Quasi 10mila immatricolazioni in meno in un anno, questo è l’effetto ritardato del Covid sulle iscrizioni all’università. I dati del MUR (Ministero dell’Università e della Ricerca) mostrano come nell’ultimo anno accademico, il 2021/22, coloro che hanno scelto di frequentare le aule degli atenei italiani siano stati 320.871, contro i 330.271 del 2020/21. A determinare il calo anche fattori economici, e lo mostra il fatto che più di metà della riduzione di iscritti è avvenuta nel Mezzogiorno, dove le immatricolazioni sono scese del 5,1%, contro il 2,8% medio. Al contrario, nel Nord Ovest e soprattutto nel Nord Est la diminuzione è stata più lieve, rispettivamente del 2,3% e dello 0,1%.
A ulteriore conferma dell’impatto dell’incertezza economica anche il calo delle immatricolazioni presso le università non statali, -7,1%, molto più pronunciato rispetto a quelle statali, -2,3%. In pratica, rispetto al 2020/21, un numero superiore di famiglie italiane ha avuto timore di non riuscire a pagare le rette degli atenei privati.
Ma questi numeri vanno guardati da una prospettiva più ampia, solo così si può comprendere come in realtà i dati dell’anno accademico 2021/22 restino comunque migliori di quelli immediatamente precedenti al Covid, ovvero del 2019/20 e di quelli degli anni precedenti. Le immatricolazioni, infatti, dopo un calo terminato nel 2013/14, hanno vissuto un periodo di grande incremento, che ha prodotto un aumento di più di 62mila iscrizioni fino al 2020/21. In questo anno accademico, infatti, è stata registrata la crescita annua maggiore, del 6,1%, equivalenti a 19mila immatricolazioni in più, tanto che alcuni commentatori avevano pensato potesse essere motivato proprio dalla pandemia e dalle minori occasioni di lavoro che questa ha causato. Diversi ragazzi, questa era l’interpretazione, si sono iscritti all’università perché non riescono a trovare un lavoro.
Se questo fosse anche solo parzialmente vero, i numeri del 2021/22 sarebbero solo un ritorno al trend precedente, ma per capirlo meglio dovremo attendere i dati degli anni prossimi.
Continua la crescita degli immatricolati stranieri: sono stati 18.448
Le donne sono da molto tempo la maggioranza degli iscritti, il 55,7% nell’ultimo anno accademico, e la loro proporzione oscilla intorno a questa percentuale dalla fine degli anni ’90, nonostante nella fascia di popolazione precedente ai 20 anni, nel complesso, siano gli uomini a prevalere dal punto di vista numerico. Chi ottiene una laurea, in Italia come altrove, solitamente ha meno probabilità di essere inattivo o disoccupato e mediamente ha stipendi migliori.

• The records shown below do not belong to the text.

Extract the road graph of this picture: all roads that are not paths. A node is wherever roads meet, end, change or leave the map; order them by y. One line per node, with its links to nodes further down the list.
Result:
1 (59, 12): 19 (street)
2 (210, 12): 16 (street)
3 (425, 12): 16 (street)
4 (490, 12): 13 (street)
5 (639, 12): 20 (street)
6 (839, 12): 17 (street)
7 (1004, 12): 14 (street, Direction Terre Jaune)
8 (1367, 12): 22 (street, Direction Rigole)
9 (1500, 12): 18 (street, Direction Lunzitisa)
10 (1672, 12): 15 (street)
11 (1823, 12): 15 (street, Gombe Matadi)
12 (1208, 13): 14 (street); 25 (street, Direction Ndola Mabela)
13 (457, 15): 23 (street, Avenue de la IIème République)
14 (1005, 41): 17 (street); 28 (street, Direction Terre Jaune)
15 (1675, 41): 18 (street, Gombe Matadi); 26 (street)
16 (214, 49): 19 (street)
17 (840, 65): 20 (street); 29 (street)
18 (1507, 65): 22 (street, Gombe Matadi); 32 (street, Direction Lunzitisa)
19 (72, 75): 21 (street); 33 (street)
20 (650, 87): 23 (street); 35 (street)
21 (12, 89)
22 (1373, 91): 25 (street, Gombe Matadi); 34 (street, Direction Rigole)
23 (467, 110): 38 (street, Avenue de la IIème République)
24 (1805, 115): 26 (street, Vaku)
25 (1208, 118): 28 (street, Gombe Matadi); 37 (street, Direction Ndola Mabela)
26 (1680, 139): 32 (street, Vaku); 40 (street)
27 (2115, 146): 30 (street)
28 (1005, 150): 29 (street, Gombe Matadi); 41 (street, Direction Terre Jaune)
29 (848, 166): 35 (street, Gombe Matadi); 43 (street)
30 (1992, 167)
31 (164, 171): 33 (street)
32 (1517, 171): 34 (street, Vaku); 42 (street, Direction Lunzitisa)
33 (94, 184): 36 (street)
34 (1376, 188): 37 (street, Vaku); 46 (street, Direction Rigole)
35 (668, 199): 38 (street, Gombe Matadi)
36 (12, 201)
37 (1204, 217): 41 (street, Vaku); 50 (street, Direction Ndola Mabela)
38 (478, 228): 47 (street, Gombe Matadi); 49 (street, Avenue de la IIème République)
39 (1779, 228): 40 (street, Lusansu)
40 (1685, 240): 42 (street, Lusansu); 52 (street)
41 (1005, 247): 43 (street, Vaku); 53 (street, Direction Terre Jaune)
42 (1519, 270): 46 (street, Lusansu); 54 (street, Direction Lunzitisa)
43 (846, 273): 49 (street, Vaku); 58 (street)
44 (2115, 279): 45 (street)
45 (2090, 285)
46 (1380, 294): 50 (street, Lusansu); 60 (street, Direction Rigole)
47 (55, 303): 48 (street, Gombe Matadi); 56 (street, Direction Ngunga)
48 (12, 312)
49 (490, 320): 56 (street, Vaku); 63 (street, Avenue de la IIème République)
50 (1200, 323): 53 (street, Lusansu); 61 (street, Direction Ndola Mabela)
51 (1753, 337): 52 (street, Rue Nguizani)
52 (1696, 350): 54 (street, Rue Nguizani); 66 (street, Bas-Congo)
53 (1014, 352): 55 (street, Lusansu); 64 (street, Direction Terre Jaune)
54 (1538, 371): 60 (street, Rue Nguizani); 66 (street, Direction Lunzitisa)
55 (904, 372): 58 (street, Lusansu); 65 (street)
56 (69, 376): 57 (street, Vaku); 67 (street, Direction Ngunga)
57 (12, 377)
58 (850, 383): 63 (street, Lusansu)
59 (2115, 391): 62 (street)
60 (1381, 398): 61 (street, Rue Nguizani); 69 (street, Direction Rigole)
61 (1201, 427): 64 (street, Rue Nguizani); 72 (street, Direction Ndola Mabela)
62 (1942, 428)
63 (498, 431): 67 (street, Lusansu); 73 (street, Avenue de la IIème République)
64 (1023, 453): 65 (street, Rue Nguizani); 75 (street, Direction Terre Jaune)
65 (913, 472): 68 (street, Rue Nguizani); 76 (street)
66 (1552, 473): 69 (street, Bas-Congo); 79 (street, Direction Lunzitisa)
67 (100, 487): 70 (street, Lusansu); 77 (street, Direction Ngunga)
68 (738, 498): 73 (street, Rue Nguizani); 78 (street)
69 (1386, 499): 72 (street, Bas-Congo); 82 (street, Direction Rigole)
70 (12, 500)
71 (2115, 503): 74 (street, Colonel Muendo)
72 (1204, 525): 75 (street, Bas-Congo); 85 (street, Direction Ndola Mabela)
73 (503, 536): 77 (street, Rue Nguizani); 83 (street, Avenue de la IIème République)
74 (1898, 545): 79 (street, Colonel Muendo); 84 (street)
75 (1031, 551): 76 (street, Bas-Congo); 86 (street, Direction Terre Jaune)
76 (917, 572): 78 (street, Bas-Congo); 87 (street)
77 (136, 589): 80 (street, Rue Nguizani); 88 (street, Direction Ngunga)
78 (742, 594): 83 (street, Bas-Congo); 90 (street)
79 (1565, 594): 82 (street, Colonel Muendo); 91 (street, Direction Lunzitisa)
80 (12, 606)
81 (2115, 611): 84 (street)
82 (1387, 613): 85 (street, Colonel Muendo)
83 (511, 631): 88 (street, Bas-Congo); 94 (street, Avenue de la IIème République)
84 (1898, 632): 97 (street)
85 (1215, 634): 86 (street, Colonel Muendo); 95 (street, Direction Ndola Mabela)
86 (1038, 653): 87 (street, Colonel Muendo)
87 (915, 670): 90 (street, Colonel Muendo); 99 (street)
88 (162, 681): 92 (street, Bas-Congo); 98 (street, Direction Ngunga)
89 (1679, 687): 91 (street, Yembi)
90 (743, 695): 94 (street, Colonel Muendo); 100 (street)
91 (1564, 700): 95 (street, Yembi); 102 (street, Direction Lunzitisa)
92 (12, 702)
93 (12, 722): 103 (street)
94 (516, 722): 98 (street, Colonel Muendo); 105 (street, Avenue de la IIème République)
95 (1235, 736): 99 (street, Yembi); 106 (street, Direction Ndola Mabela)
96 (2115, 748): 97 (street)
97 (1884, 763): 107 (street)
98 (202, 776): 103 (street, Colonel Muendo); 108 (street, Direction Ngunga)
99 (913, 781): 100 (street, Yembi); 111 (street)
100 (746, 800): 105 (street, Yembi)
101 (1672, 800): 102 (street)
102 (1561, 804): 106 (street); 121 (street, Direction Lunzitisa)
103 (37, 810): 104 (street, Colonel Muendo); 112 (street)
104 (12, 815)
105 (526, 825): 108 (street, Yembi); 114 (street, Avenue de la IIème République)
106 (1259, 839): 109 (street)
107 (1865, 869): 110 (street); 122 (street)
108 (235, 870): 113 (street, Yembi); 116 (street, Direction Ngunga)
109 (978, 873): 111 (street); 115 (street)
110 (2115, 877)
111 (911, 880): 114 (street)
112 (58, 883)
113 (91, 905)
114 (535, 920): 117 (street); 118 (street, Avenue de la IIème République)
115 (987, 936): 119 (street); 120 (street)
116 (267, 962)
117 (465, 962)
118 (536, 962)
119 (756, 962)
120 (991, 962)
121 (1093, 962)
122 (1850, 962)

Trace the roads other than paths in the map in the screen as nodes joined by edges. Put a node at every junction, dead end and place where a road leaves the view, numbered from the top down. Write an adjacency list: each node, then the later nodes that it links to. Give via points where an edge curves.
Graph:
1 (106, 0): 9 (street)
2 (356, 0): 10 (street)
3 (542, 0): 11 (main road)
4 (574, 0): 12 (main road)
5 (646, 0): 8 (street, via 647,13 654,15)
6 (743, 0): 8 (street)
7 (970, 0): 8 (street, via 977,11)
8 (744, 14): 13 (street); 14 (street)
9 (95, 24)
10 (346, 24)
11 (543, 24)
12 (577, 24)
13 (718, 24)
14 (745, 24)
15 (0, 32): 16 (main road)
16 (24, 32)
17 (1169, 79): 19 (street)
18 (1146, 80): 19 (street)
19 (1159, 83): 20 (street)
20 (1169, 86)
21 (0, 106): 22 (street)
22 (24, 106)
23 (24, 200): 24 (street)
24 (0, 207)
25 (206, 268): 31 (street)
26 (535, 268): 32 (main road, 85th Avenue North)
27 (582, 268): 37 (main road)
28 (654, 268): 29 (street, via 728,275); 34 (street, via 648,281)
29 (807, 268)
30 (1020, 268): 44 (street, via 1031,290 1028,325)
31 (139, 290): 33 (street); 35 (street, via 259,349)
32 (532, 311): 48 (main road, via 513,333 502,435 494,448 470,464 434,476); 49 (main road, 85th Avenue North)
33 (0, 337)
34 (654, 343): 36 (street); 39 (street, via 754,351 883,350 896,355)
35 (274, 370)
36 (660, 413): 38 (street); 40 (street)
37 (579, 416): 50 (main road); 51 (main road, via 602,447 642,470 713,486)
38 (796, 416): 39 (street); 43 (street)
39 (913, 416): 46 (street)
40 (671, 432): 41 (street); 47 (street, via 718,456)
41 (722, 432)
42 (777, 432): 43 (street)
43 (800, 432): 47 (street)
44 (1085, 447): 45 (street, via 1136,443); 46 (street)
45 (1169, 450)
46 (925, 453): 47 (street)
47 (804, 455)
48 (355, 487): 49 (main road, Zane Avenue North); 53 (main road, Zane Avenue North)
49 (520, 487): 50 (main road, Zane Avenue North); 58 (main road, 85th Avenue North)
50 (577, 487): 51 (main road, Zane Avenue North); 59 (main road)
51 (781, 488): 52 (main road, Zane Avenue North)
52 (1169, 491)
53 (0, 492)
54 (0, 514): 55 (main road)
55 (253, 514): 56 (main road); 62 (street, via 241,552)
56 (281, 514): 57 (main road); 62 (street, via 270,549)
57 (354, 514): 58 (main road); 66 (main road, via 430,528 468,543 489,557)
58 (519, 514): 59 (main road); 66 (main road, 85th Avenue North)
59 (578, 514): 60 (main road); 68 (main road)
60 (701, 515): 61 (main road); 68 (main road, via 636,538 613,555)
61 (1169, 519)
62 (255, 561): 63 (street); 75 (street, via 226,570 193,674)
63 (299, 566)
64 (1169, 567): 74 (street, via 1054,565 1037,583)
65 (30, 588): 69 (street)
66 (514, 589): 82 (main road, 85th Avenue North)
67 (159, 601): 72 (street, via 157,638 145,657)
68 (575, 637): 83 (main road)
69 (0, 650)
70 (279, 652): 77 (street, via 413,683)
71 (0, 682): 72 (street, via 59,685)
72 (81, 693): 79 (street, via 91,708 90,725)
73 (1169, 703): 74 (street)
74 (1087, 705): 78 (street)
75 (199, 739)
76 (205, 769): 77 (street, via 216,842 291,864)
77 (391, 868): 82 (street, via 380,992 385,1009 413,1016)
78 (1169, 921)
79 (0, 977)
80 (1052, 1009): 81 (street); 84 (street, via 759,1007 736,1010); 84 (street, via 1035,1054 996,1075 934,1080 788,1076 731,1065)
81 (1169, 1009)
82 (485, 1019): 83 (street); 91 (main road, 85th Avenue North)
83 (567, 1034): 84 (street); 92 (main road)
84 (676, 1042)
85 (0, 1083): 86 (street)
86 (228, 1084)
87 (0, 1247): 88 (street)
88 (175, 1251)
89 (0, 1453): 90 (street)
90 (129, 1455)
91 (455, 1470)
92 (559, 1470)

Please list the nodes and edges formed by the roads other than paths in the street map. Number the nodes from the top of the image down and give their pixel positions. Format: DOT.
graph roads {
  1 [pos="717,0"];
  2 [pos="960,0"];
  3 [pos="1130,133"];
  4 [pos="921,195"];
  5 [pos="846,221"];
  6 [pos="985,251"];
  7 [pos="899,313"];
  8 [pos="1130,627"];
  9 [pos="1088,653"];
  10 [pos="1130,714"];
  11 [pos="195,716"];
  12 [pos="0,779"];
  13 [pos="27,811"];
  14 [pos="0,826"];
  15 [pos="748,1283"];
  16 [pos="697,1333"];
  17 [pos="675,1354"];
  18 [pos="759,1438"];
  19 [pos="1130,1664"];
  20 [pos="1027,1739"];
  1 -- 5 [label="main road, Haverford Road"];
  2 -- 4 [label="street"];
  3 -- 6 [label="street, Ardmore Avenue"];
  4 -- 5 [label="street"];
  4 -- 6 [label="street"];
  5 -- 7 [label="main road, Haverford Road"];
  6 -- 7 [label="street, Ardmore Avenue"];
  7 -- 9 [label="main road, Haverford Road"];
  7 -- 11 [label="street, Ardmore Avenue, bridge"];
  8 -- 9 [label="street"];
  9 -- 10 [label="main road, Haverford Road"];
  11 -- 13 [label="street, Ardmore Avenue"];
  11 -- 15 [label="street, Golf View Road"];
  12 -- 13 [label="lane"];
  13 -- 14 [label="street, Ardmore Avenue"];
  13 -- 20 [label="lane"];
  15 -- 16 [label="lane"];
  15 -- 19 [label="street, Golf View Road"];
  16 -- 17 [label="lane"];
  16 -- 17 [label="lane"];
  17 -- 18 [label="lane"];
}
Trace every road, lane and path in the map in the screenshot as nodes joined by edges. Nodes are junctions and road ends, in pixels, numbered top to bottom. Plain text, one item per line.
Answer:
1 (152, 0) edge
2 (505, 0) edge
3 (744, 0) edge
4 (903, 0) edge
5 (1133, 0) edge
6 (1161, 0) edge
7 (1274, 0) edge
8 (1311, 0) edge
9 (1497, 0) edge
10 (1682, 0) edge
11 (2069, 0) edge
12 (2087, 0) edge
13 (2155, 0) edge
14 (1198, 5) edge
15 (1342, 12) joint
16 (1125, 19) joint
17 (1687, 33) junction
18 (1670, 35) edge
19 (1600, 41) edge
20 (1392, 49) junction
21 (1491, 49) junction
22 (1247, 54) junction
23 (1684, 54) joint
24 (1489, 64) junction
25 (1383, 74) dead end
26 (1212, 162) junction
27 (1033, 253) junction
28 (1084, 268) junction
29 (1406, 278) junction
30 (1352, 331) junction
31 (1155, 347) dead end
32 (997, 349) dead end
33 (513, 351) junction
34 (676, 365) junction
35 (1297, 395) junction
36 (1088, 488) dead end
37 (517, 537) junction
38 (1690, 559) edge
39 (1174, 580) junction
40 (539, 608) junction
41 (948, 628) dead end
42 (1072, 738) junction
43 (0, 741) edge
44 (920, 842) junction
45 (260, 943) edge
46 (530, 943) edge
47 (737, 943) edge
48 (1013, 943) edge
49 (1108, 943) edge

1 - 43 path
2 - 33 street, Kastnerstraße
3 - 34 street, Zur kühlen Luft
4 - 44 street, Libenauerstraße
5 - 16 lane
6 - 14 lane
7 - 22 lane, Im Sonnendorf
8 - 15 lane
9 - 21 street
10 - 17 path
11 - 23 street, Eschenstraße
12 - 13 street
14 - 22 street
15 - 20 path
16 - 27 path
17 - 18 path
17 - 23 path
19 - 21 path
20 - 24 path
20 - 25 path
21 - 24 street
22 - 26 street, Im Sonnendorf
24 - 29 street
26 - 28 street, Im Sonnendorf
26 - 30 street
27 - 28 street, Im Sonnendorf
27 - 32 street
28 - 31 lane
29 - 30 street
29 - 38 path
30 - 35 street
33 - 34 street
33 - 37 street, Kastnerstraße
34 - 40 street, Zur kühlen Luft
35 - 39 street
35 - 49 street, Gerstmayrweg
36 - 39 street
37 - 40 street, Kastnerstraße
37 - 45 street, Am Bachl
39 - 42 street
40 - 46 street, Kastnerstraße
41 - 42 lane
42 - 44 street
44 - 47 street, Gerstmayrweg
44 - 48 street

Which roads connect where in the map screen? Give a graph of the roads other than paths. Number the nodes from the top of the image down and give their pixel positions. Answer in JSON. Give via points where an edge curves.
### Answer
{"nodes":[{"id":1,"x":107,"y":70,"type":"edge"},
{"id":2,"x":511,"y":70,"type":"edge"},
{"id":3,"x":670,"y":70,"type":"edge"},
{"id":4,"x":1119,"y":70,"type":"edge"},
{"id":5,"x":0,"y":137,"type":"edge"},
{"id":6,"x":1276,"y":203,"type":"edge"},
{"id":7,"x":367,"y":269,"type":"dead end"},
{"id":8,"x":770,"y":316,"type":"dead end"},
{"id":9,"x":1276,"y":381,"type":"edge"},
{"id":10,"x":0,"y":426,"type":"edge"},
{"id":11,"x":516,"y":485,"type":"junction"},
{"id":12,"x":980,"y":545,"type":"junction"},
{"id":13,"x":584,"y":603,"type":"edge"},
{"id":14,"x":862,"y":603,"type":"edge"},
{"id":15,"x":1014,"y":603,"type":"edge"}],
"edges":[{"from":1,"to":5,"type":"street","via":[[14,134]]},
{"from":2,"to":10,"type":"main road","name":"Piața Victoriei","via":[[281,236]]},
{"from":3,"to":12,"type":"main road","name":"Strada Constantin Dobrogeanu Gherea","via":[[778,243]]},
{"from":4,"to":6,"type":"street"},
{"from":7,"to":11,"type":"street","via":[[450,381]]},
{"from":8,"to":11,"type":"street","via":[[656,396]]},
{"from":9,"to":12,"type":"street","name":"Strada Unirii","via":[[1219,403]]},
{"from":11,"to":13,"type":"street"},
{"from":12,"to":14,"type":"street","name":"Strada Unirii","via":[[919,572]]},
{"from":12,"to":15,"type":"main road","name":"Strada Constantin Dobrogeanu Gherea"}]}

Questa maggioranza femminile nelle immatricolazioni, si spera, può quindi riequilibrare i dati relativi al tasso di occupazione, oggi ancora molto basso tra le donne, e ai gap salariali.
Un altro aspetto interessante è quello che riguarda la presenza di studenti stranieri: il sistema universitario italiano non è mai riuscito ad attrarre iscritti dall’estero nella stessa quantità di quelli di altri Paesi europei, alcuni dei quali favoriti anche dalla lingua; ma i numeri degli immatricolati di cittadinanza non italiana sono in aumento. In controtendenza rispetto alla media, nel 2021/22 sono cresciuti di 673 unità, arrivando a 18.448, ovvero il 5,7% del totale.
L’esame delle nazionalità dei nuovi universitari stranieri mostra come si tratti molto probabilmente soprattutto di giovani già presenti in Italia, arrivati da bambini o nati nel nostro Paese. In testa, infatti, vi sono i rumeni, con 2.227 iscritti, seguiti dagli albanesi, 1118, dai cinesi, 1.019, dai marocchini, 950. Tuttavia, la proporzione di immigrati che decide di intraprendere studi universitari resta però inferiore a quella, già bassa, degli italiani.